» PROBLEM REQUIREMENTS: Any picture in the entries is to be skipped, while everything else is transcribed word for word.

·····

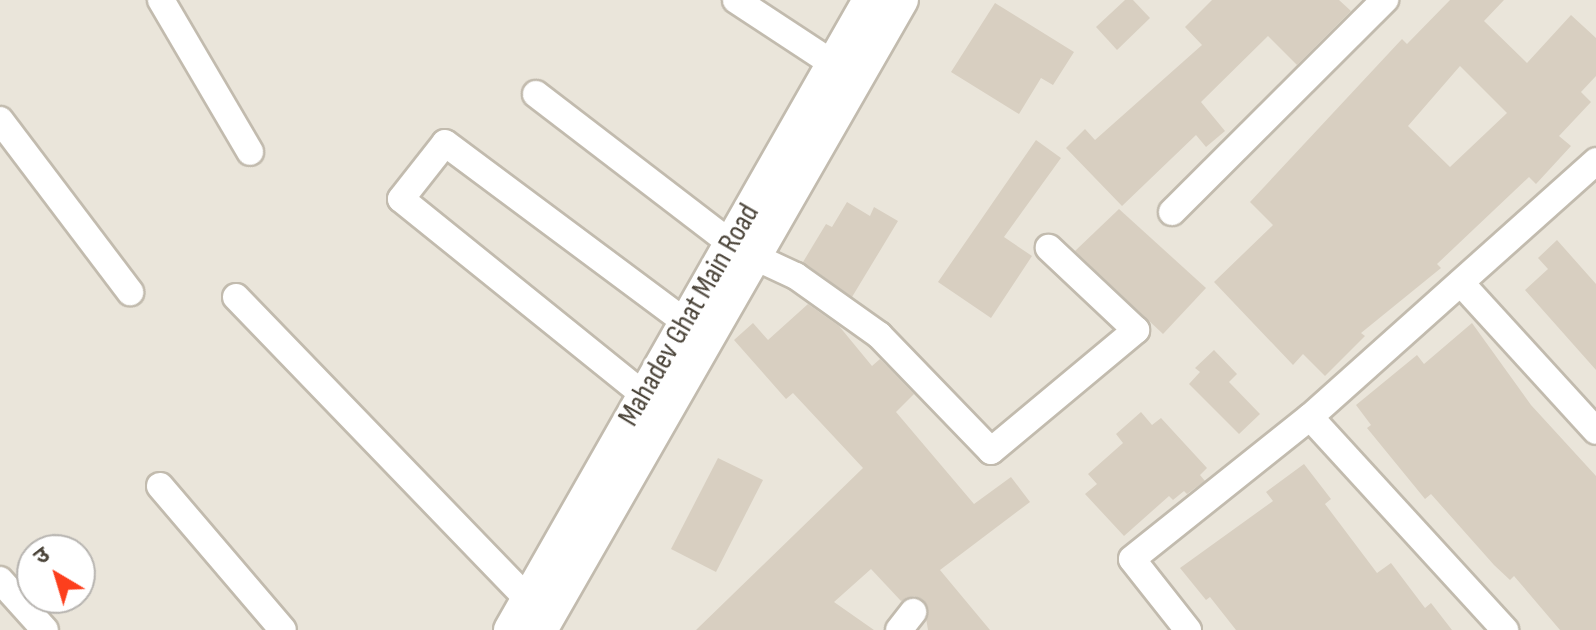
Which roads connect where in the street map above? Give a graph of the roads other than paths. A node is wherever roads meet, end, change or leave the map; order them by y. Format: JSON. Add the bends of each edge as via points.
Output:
{"nodes":[{"id":1,"x":161,"y":0,"type":"edge"},
{"id":2,"x":736,"y":0,"type":"edge"},
{"id":3,"x":869,"y":0,"type":"edge"},
{"id":4,"x":902,"y":0,"type":"edge"},
{"id":5,"x":1385,"y":0,"type":"edge"},
{"id":6,"x":845,"y":72,"type":"junction"},
{"id":7,"x":536,"y":94,"type":"dead end"},
{"id":8,"x":0,"y":120,"type":"edge"},
{"id":9,"x":250,"y":152,"type":"dead end"},
{"id":10,"x":1596,"y":161,"type":"edge"},
{"id":11,"x":1172,"y":212,"type":"dead end"},
{"id":12,"x":1049,"y":248,"type":"dead end"},
{"id":13,"x":743,"y":250,"type":"junction"},
{"id":14,"x":1461,"y":283,"type":"junction"},
{"id":15,"x":130,"y":292,"type":"dead end"},
{"id":16,"x":236,"y":297,"type":"dead end"},
{"id":17,"x":685,"y":322,"type":"junction"},
{"id":18,"x":644,"y":395,"type":"junction"},
{"id":19,"x":1310,"y":417,"type":"junction"},
{"id":20,"x":1596,"y":431,"type":"edge"},
{"id":21,"x":160,"y":486,"type":"dead end"},
{"id":22,"x":0,"y":580,"type":"edge"},
{"id":23,"x":528,"y":599,"type":"junction"},
{"id":24,"x":45,"y":630,"type":"edge"},
{"id":25,"x":283,"y":630,"type":"edge"},
{"id":26,"x":510,"y":630,"type":"edge"},
{"id":27,"x":541,"y":630,"type":"edge"},
{"id":28,"x":1188,"y":630,"type":"edge"},
{"id":29,"x":1505,"y":630,"type":"edge"}],
"edges":[{"from":1,"to":9,"type":"street"},
{"from":2,"to":6,"type":"street"},
{"from":3,"to":6,"type":"street","name":"Mahadev Ghat Main Road"},
{"from":4,"to":6,"type":"street"},
{"from":5,"to":11,"type":"street"},
{"from":6,"to":13,"type":"street","name":"Mahadev Ghat Main Road"},
{"from":7,"to":13,"type":"street"},
{"from":8,"to":15,"type":"street"},
{"from":10,"to":14,"type":"street"},
{"from":12,"to":13,"type":"street","via":[[1136,330],[991,451],[879,335],[796,276]]},
{"from":13,"to":17,"type":"street","name":"Mahadev Ghat Main Road"},
{"from":13,"to":27,"type":"street"},
{"from":14,"to":19,"type":"street"},
{"from":14,"to":20,"type":"street"},
{"from":16,"to":23,"type":"street"},
{"from":17,"to":18,"type":"street","name":"Mahadev Ghat Main Road"},
{"from":17,"to":18,"type":"street","via":[[445,143],[401,199]]},
{"from":18,"to":23,"type":"street","name":"Mahadev Ghat Main Road"},
{"from":19,"to":28,"type":"street","via":[[1132,559]]},
{"from":19,"to":29,"type":"street"},
{"from":21,"to":25,"type":"street"},
{"from":22,"to":24,"type":"street"},
{"from":23,"to":26,"type":"street","name":"Mahadev Ghat Main Road"}]}
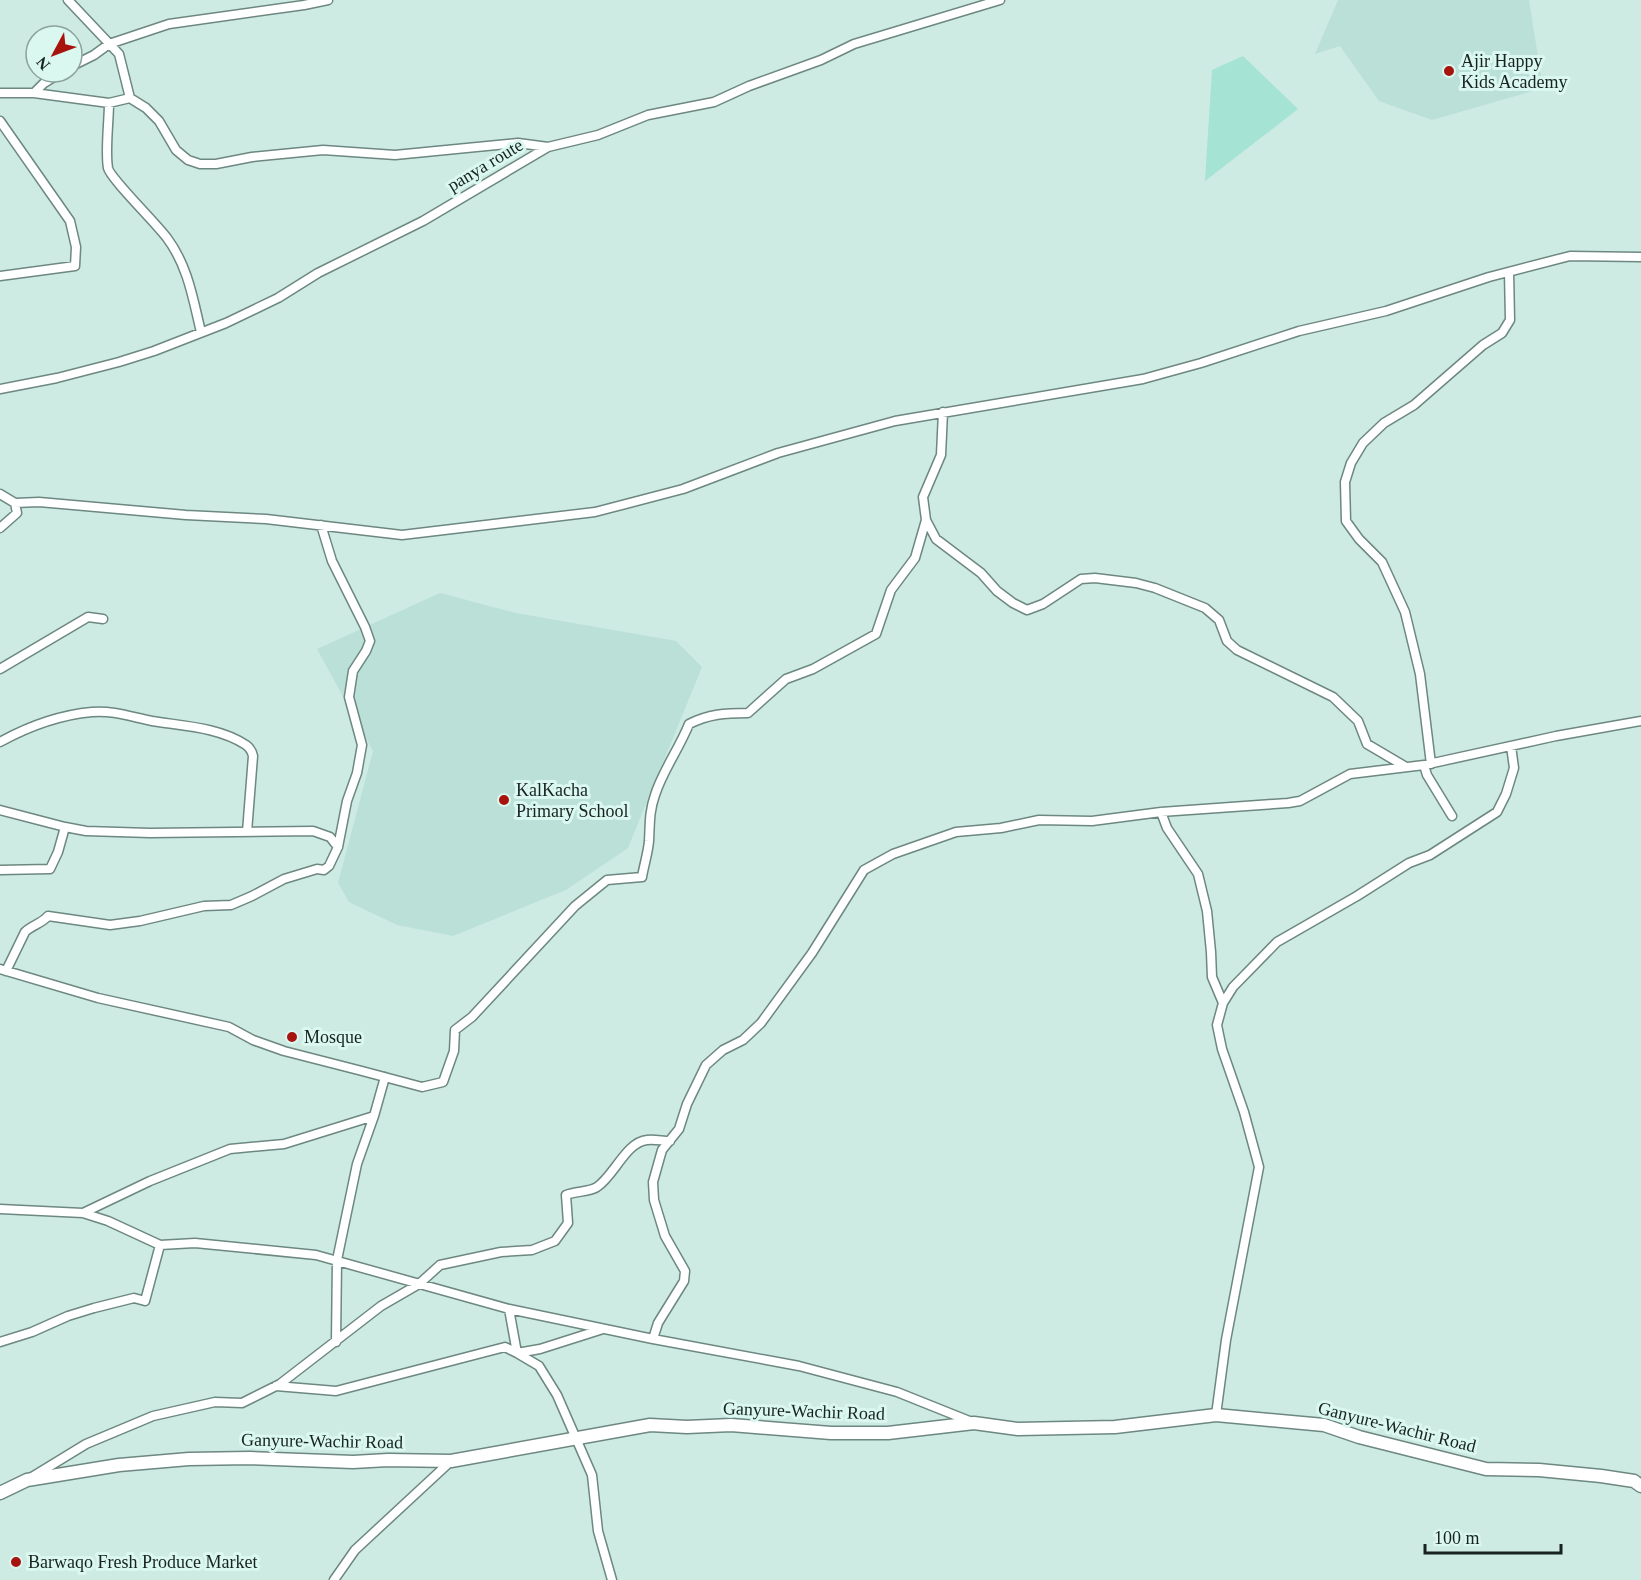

·····

» EXERCISE ANSWER:
Which roads connect where in the street map above? Give a graph of the roads other than paths. A node is wherever roads meet, end, change or leave the map; order them by y. Format: JSON. Add the bends of each edge as via points.
Output:
{"nodes":[{"id":1,"x":161,"y":0,"type":"edge"},
{"id":2,"x":736,"y":0,"type":"edge"},
{"id":3,"x":869,"y":0,"type":"edge"},
{"id":4,"x":902,"y":0,"type":"edge"},
{"id":5,"x":1385,"y":0,"type":"edge"},
{"id":6,"x":845,"y":72,"type":"junction"},
{"id":7,"x":536,"y":94,"type":"dead end"},
{"id":8,"x":0,"y":120,"type":"edge"},
{"id":9,"x":250,"y":152,"type":"dead end"},
{"id":10,"x":1596,"y":161,"type":"edge"},
{"id":11,"x":1172,"y":212,"type":"dead end"},
{"id":12,"x":1049,"y":248,"type":"dead end"},
{"id":13,"x":743,"y":250,"type":"junction"},
{"id":14,"x":1461,"y":283,"type":"junction"},
{"id":15,"x":130,"y":292,"type":"dead end"},
{"id":16,"x":236,"y":297,"type":"dead end"},
{"id":17,"x":685,"y":322,"type":"junction"},
{"id":18,"x":644,"y":395,"type":"junction"},
{"id":19,"x":1310,"y":417,"type":"junction"},
{"id":20,"x":1596,"y":431,"type":"edge"},
{"id":21,"x":160,"y":486,"type":"dead end"},
{"id":22,"x":0,"y":580,"type":"edge"},
{"id":23,"x":528,"y":599,"type":"junction"},
{"id":24,"x":45,"y":630,"type":"edge"},
{"id":25,"x":283,"y":630,"type":"edge"},
{"id":26,"x":510,"y":630,"type":"edge"},
{"id":27,"x":541,"y":630,"type":"edge"},
{"id":28,"x":1188,"y":630,"type":"edge"},
{"id":29,"x":1505,"y":630,"type":"edge"}],
"edges":[{"from":1,"to":9,"type":"street"},
{"from":2,"to":6,"type":"street"},
{"from":3,"to":6,"type":"street","name":"Mahadev Ghat Main Road"},
{"from":4,"to":6,"type":"street"},
{"from":5,"to":11,"type":"street"},
{"from":6,"to":13,"type":"street","name":"Mahadev Ghat Main Road"},
{"from":7,"to":13,"type":"street"},
{"from":8,"to":15,"type":"street"},
{"from":10,"to":14,"type":"street"},
{"from":12,"to":13,"type":"street","via":[[1136,330],[991,451],[879,335],[796,276]]},
{"from":13,"to":17,"type":"street","name":"Mahadev Ghat Main Road"},
{"from":13,"to":27,"type":"street"},
{"from":14,"to":19,"type":"street"},
{"from":14,"to":20,"type":"street"},
{"from":16,"to":23,"type":"street"},
{"from":17,"to":18,"type":"street","name":"Mahadev Ghat Main Road"},
{"from":17,"to":18,"type":"street","via":[[445,143],[401,199]]},
{"from":18,"to":23,"type":"street","name":"Mahadev Ghat Main Road"},
{"from":19,"to":28,"type":"street","via":[[1132,559]]},
{"from":19,"to":29,"type":"street"},
{"from":21,"to":25,"type":"street"},
{"from":22,"to":24,"type":"street"},
{"from":23,"to":26,"type":"street","name":"Mahadev Ghat Main Road"}]}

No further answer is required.